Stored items
____________________
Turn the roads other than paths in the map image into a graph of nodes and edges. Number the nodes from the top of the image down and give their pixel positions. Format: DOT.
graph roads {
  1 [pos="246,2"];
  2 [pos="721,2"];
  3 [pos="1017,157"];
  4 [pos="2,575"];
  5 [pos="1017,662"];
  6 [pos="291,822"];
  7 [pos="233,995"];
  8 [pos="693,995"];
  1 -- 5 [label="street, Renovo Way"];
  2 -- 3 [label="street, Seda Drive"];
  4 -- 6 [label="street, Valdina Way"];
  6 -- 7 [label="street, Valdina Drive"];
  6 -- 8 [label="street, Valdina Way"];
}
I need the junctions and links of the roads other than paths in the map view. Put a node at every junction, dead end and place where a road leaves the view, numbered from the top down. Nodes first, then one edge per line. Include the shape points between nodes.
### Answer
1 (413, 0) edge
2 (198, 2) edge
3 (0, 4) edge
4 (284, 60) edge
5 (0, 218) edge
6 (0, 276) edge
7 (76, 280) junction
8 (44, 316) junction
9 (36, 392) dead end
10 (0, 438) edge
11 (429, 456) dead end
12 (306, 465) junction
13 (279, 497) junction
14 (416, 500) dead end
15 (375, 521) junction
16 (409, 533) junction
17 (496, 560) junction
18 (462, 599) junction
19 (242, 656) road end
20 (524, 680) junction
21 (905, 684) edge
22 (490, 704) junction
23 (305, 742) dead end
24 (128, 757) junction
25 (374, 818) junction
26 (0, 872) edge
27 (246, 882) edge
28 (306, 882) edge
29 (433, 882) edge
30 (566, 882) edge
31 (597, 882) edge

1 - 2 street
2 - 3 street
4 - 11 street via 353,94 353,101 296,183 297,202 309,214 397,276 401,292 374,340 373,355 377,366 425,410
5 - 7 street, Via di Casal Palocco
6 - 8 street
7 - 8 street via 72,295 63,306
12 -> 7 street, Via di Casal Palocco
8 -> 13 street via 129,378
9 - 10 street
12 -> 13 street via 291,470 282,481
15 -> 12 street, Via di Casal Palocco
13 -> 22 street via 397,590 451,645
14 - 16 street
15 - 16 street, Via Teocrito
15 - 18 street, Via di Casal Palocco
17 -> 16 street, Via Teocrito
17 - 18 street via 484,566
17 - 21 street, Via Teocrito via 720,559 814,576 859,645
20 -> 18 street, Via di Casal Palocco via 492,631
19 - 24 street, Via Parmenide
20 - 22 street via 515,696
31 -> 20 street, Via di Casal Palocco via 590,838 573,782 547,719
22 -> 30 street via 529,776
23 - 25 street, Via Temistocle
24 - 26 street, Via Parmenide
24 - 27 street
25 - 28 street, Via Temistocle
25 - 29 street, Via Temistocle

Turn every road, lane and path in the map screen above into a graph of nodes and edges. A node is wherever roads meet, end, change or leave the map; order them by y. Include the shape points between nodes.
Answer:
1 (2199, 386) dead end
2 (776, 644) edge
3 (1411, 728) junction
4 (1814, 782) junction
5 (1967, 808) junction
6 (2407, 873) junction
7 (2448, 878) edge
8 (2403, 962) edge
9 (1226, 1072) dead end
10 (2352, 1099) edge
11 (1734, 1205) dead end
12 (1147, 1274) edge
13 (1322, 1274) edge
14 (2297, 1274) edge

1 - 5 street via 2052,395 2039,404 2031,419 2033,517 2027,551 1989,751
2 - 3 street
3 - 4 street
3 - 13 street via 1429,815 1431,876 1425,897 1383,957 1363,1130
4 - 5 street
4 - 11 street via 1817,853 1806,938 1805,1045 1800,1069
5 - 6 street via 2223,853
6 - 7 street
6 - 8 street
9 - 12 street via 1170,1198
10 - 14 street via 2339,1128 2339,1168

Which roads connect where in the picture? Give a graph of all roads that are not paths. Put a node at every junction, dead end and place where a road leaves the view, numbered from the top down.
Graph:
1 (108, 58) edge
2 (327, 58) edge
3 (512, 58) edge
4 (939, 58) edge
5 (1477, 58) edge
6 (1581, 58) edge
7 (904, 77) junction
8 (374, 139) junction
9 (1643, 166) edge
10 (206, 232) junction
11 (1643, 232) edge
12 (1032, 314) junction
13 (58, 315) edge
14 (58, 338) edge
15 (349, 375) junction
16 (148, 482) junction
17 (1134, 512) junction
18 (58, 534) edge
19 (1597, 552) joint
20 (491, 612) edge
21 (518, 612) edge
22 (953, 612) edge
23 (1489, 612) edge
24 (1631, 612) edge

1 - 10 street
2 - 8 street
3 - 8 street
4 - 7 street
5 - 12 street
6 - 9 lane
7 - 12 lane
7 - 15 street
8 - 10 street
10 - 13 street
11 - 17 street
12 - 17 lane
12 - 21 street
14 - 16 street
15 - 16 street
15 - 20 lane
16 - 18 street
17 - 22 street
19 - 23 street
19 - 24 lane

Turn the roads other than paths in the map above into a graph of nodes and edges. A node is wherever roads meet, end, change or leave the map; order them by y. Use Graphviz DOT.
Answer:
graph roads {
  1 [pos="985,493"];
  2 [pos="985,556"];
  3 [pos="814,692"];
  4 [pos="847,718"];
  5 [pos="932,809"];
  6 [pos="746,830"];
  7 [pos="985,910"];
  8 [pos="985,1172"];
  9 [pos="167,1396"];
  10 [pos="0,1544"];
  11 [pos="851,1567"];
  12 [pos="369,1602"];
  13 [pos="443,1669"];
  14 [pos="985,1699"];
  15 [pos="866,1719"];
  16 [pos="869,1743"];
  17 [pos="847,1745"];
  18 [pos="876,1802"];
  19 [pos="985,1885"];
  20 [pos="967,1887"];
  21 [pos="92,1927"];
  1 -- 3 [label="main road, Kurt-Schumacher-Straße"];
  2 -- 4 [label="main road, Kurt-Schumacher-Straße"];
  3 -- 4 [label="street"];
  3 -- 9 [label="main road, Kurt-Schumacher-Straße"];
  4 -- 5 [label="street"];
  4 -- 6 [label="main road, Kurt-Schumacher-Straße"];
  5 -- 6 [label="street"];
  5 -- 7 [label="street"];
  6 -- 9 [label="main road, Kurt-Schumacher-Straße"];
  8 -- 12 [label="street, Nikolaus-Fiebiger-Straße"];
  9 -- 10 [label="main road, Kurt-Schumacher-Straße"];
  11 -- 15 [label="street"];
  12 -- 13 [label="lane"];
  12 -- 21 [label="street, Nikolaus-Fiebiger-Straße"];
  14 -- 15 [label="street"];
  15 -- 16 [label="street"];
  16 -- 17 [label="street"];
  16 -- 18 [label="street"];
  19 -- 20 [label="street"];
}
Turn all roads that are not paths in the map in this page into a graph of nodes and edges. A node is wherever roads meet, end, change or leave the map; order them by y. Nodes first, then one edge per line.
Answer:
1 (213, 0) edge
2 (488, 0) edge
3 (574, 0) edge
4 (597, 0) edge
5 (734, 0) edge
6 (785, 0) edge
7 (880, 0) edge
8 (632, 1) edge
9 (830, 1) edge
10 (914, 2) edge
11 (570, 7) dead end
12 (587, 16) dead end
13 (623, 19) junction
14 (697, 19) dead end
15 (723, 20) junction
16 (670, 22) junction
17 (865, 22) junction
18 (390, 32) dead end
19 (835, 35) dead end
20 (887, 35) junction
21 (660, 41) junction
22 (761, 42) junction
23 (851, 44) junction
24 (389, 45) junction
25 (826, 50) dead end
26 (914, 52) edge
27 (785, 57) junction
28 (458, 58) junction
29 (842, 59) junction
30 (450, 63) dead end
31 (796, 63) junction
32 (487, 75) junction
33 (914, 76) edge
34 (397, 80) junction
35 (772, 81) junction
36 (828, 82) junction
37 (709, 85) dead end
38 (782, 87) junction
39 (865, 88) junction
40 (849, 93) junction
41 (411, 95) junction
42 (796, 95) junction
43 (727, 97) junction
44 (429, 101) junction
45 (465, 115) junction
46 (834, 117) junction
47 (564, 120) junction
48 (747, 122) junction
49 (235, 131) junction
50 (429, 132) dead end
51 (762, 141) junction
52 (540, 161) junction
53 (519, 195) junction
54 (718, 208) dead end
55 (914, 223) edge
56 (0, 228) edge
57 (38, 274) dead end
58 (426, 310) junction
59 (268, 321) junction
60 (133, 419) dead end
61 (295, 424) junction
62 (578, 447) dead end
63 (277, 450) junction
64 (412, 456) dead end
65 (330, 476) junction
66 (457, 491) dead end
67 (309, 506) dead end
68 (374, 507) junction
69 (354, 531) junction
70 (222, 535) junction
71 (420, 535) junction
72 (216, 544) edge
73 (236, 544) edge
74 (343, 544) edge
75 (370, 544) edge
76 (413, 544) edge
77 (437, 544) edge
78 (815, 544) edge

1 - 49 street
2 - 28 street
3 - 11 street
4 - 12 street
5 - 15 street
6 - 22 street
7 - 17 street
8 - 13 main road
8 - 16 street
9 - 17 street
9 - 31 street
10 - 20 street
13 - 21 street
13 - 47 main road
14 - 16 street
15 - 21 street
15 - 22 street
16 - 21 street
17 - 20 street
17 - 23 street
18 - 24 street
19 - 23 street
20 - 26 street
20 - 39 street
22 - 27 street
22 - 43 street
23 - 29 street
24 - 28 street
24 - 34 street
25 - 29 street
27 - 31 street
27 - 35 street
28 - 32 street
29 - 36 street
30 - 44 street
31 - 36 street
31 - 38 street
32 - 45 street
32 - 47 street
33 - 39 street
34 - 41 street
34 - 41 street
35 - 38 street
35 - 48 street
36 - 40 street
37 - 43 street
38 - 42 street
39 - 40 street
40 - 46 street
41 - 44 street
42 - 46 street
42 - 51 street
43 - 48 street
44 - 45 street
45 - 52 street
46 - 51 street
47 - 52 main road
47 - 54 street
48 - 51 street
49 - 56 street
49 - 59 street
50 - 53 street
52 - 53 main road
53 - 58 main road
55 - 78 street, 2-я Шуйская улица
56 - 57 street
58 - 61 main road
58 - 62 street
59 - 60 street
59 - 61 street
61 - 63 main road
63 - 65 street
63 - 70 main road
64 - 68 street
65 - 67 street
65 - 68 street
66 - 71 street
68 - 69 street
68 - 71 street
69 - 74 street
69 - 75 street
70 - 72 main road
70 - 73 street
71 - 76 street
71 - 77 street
____________________
§ WHAT IS REQUIRED:
Check each line above for "view" and return the ones that have it.

§ TASK SOLUTION:
I need the junctions and links of the roads other than paths in the map view. Put a node at every junction, dead end and place where a road leaves the view, numbered from the top down. Nodes first, then one edge per line. Include the shape points between nodes.
Which roads connect where in the picture? Give a graph of all roads that are not paths. Put a node at every junction, dead end and place where a road leaves the view, numbered from the top down.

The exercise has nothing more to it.